-- ACTION ITEM --
Without including the images, transcribe each record precisely as it appears below.

-- INPUT --
>>>>

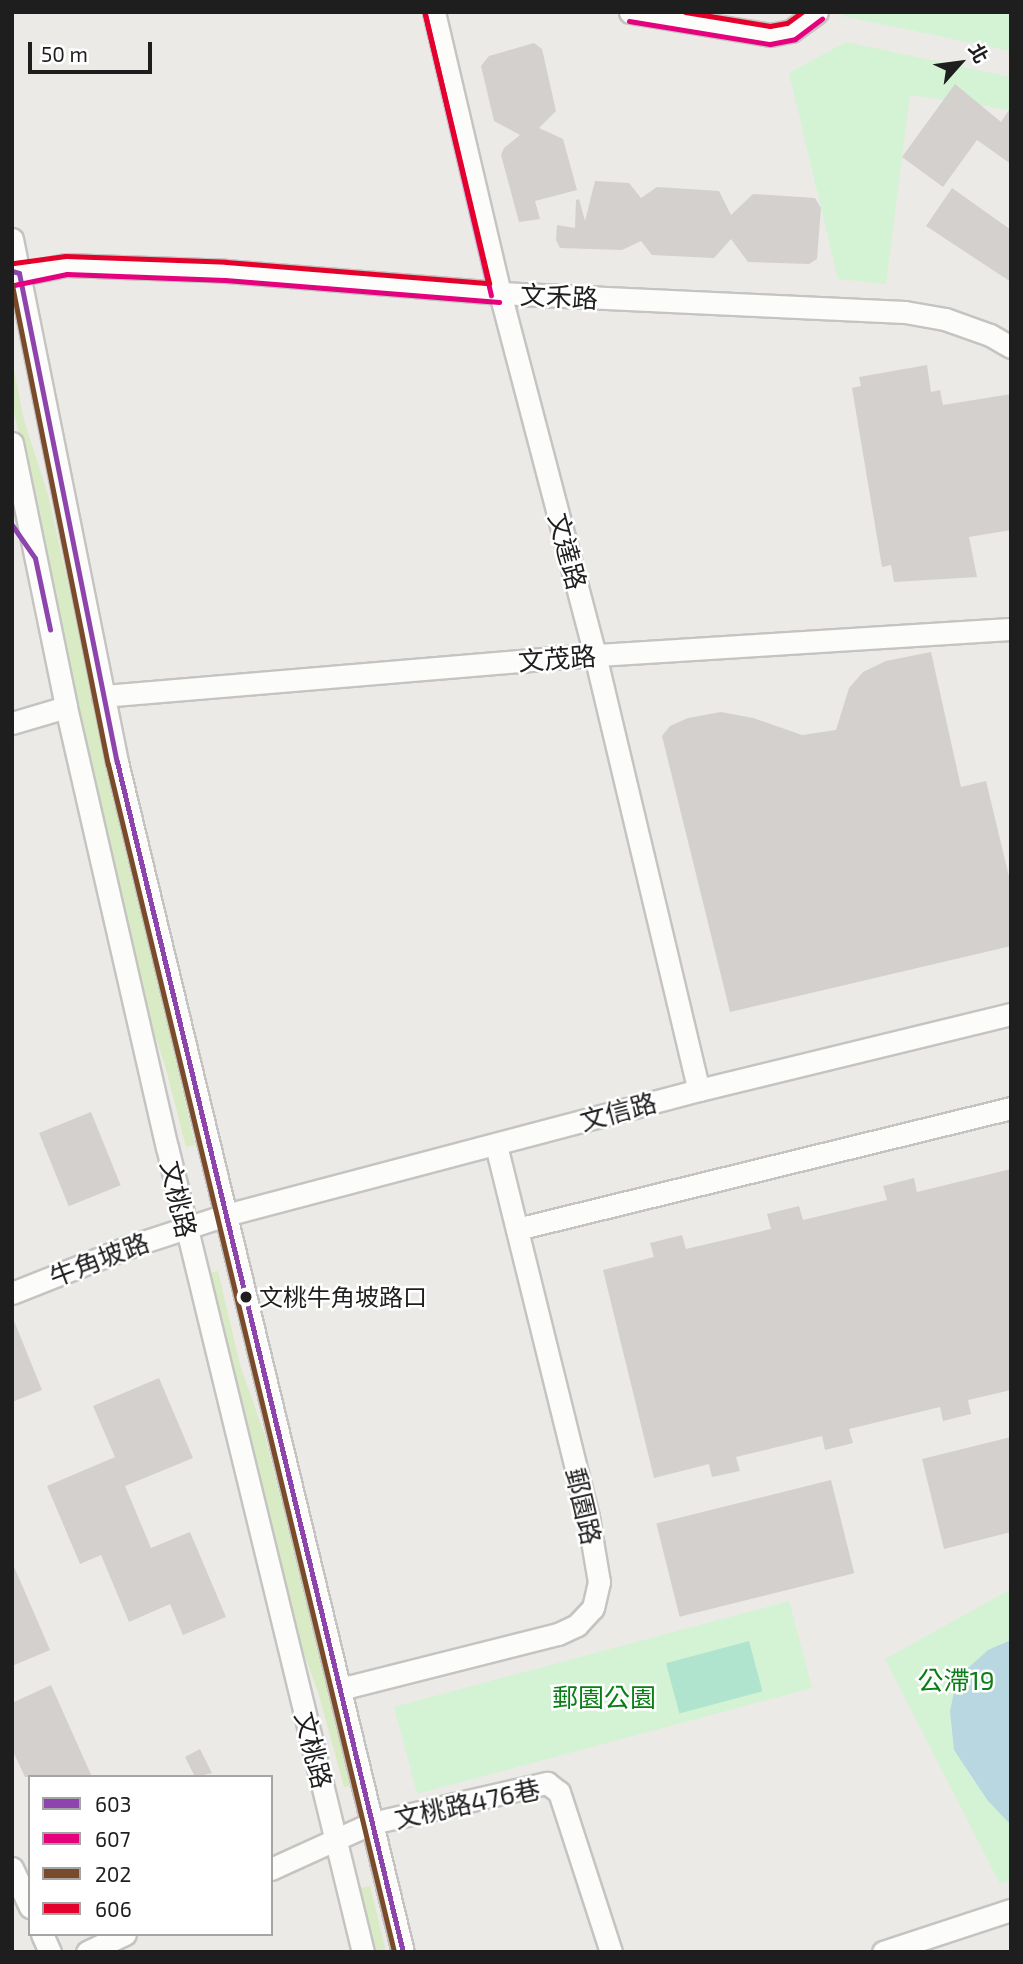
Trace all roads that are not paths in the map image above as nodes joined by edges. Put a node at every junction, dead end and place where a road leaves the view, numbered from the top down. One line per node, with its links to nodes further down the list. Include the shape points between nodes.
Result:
1 (435, 12): 6 (street, 文達路)
2 (630, 12): 3 (street, via 770,35 791,31)
3 (817, 12)
4 (12, 239): 5 (street, 文桃路)
5 (14, 273): 6 (street, 文禾路, via 66,265 226,271); 13 (street, 文桃路)
6 (500, 293): 7 (street, 文禾路, via 905,312 945,318); 12 (street, 文達路)
7 (1011, 347)
8 (12, 443): 10 (street, 文桃路)
9 (12, 525): 10 (street)
10 (35, 558): 14 (street, 文桃路)
11 (1011, 629): 12 (street, 文茂路)
12 (595, 656): 13 (street, 文茂路); 17 (street, 文達路)
13 (103, 696): 20 (street, 文桃路)
14 (66, 707): 15 (street); 21 (street, 文桃路)
15 (12, 723)
16 (1011, 1014): 17 (street, 文信路)
17 (699, 1090): 19 (street, 文信路)
18 (1011, 1108): 22 (street)
19 (496, 1144): 20 (street, 文信路); 22 (street, 郵園路)
20 (226, 1215): 21 (street, 牛角坡路); 24 (street, 文桃路)
21 (185, 1226): 23 (street, 牛角坡路); 26 (street, 文桃路)
22 (517, 1229): 24 (street, 郵園路, via 588,1517 599,1582 593,1608 577,1625 558,1634)
23 (12, 1293)
24 (340, 1689): 25 (street, 文桃路)
25 (372, 1823): 26 (street, 文桃路476巷); 36 (street, 文桃路); 37 (street, 文桃路476巷, via 547,1783 559,1792)
26 (336, 1840): 28 (street, 文桃路476巷); 35 (street, 文桃路)
27 (12, 1868): 29 (street)
28 (273, 1868)
29 (28, 1903)
30 (1011, 1910): 38 (street)
31 (43, 1936): 33 (street)
32 (121, 1936): 34 (street)
33 (50, 1952)
34 (87, 1952)
35 (363, 1952)
36 (403, 1952)
37 (611, 1952)
38 (883, 1952)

<<<<

-- SOLUTION TO THIS EXERCISE --
Trace all roads that are not paths in the map image above as nodes joined by edges. Put a node at every junction, dead end and place where a road leaves the view, numbered from the top down. One line per node, with its links to nodes further down the list. Include the shape points between nodes.
Result:
1 (435, 12): 6 (street, 文達路)
2 (630, 12): 3 (street, via 770,35 791,31)
3 (817, 12)
4 (12, 239): 5 (street, 文桃路)
5 (14, 273): 6 (street, 文禾路, via 66,265 226,271); 13 (street, 文桃路)
6 (500, 293): 7 (street, 文禾路, via 905,312 945,318); 12 (street, 文達路)
7 (1011, 347)
8 (12, 443): 10 (street, 文桃路)
9 (12, 525): 10 (street)
10 (35, 558): 14 (street, 文桃路)
11 (1011, 629): 12 (street, 文茂路)
12 (595, 656): 13 (street, 文茂路); 17 (street, 文達路)
13 (103, 696): 20 (street, 文桃路)
14 (66, 707): 15 (street); 21 (street, 文桃路)
15 (12, 723)
16 (1011, 1014): 17 (street, 文信路)
17 (699, 1090): 19 (street, 文信路)
18 (1011, 1108): 22 (street)
19 (496, 1144): 20 (street, 文信路); 22 (street, 郵園路)
20 (226, 1215): 21 (street, 牛角坡路); 24 (street, 文桃路)
21 (185, 1226): 23 (street, 牛角坡路); 26 (street, 文桃路)
22 (517, 1229): 24 (street, 郵園路, via 588,1517 599,1582 593,1608 577,1625 558,1634)
23 (12, 1293)
24 (340, 1689): 25 (street, 文桃路)
25 (372, 1823): 26 (street, 文桃路476巷); 36 (street, 文桃路); 37 (street, 文桃路476巷, via 547,1783 559,1792)
26 (336, 1840): 28 (street, 文桃路476巷); 35 (street, 文桃路)
27 (12, 1868): 29 (street)
28 (273, 1868)
29 (28, 1903)
30 (1011, 1910): 38 (street)
31 (43, 1936): 33 (street)
32 (121, 1936): 34 (street)
33 (50, 1952)
34 (87, 1952)
35 (363, 1952)
36 (403, 1952)
37 (611, 1952)
38 (883, 1952)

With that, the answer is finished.